You seem to have tried some avx variant, but is it there? Here @turbo makes a huge difference:

julia> using LoopVectorization

julia> function EOS1(rho;c0=100,gamma=7,rho0=1000)
           b=(c0^2*rho0)/gamma
           P = b*((rho/rho0).^gamma .- 1)
       end
EOS1 (generic function with 1 method)

julia> function EOS1_turbo(rho;c0=100,gamma=7,rho0=1000)
           b=(c0^2*rho0)/gamma
           P = @turbo b*((rho/rho0).^gamma .- 1)
       end
EOS1_turbo (generic function with 1 method)

julia> EOS1(rho) ≈ EOS1_turbo(rho)
true

julia> @btime EOS1($rho);
  68.043 μs (3 allocations: 23.81 KiB)

julia> @btime EOS1_turbo($rho);
  1.809 μs (3 allocations: 23.81 KiB)

If this will be called from within a hot loop, you probably want to preallocate b.

edit:

If you use @. to have better chances of not forgetting some loop fusion, that gets even better:

julia> function EOS1_turbo(rho;c0=100,gamma=7,rho0=1000)
           b=(c0^2*rho0)/gamma
           P = @turbo @. b*((rho/rho0)^gamma - 1)
       end
EOS1_turbo (generic function with 1 method)

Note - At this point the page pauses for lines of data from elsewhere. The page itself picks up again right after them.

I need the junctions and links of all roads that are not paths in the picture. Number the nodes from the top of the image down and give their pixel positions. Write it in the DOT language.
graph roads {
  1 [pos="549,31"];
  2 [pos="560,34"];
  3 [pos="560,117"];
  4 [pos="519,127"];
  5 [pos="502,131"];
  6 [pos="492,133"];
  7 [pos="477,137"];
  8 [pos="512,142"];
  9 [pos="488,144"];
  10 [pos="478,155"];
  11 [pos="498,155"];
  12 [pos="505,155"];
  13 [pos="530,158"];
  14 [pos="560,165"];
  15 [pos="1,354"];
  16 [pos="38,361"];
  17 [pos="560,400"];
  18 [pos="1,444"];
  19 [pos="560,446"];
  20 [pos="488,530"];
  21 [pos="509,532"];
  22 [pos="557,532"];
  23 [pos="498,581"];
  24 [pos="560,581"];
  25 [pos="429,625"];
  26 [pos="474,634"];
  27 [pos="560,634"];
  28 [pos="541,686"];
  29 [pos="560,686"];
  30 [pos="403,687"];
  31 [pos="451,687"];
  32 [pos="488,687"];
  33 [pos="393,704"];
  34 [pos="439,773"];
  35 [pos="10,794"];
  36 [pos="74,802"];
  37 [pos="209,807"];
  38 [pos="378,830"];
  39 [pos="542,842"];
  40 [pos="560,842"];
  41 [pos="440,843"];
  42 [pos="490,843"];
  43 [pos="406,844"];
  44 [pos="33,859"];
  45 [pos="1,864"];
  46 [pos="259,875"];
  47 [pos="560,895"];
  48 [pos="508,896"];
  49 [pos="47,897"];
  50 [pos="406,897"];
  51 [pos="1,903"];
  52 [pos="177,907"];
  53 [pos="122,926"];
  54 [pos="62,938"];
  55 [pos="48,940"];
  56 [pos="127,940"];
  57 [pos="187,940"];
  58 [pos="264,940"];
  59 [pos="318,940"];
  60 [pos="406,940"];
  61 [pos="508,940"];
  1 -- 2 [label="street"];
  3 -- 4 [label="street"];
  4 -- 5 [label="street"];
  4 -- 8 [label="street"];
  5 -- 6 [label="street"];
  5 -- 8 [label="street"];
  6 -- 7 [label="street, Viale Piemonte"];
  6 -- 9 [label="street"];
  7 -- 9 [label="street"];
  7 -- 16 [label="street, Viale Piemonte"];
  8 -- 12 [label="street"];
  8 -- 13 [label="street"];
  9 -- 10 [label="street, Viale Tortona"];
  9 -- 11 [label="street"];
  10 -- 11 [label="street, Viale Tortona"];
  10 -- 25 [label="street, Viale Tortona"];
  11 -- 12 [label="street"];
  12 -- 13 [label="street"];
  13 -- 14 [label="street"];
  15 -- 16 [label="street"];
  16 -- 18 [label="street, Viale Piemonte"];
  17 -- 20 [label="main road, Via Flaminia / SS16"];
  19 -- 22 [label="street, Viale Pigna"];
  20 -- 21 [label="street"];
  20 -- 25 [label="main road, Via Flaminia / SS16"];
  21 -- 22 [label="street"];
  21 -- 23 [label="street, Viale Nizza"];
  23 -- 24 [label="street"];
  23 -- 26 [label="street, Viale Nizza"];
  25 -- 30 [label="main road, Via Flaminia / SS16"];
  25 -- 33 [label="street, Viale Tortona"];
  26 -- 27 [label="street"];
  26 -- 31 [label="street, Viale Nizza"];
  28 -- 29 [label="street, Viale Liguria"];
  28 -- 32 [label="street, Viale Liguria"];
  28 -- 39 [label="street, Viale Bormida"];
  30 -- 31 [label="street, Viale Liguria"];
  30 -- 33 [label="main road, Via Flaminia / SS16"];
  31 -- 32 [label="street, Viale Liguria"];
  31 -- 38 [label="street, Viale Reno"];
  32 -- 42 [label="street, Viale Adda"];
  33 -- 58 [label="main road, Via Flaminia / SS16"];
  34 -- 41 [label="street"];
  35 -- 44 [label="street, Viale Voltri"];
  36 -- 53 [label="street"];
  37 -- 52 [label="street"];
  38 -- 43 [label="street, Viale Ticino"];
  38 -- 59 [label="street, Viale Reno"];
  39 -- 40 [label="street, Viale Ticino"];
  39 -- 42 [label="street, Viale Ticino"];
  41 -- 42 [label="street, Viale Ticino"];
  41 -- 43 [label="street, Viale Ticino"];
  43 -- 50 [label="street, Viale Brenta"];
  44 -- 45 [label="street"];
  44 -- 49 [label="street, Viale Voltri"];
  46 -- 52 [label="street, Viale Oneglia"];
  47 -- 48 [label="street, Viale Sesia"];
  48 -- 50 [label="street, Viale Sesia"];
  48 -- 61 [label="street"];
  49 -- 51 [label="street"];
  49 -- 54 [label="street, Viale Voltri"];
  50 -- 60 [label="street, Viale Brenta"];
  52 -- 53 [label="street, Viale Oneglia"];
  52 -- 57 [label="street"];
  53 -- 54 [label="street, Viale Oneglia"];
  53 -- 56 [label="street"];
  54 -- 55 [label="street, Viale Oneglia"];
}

julia> @btime EOS1_turbo($rho);
  701.667 ns (1 allocation: 7.94 KiB)

(the reason one would notice that that was needed is that there were 3 allocations in the previous version, where only P should be a new allocation there. Thus, some . is missing and an intermediate vector is being generated in the previous version, which should be: P = @turbo b .* ((rho ./ rho0).^gamma .- 1).

4 Likes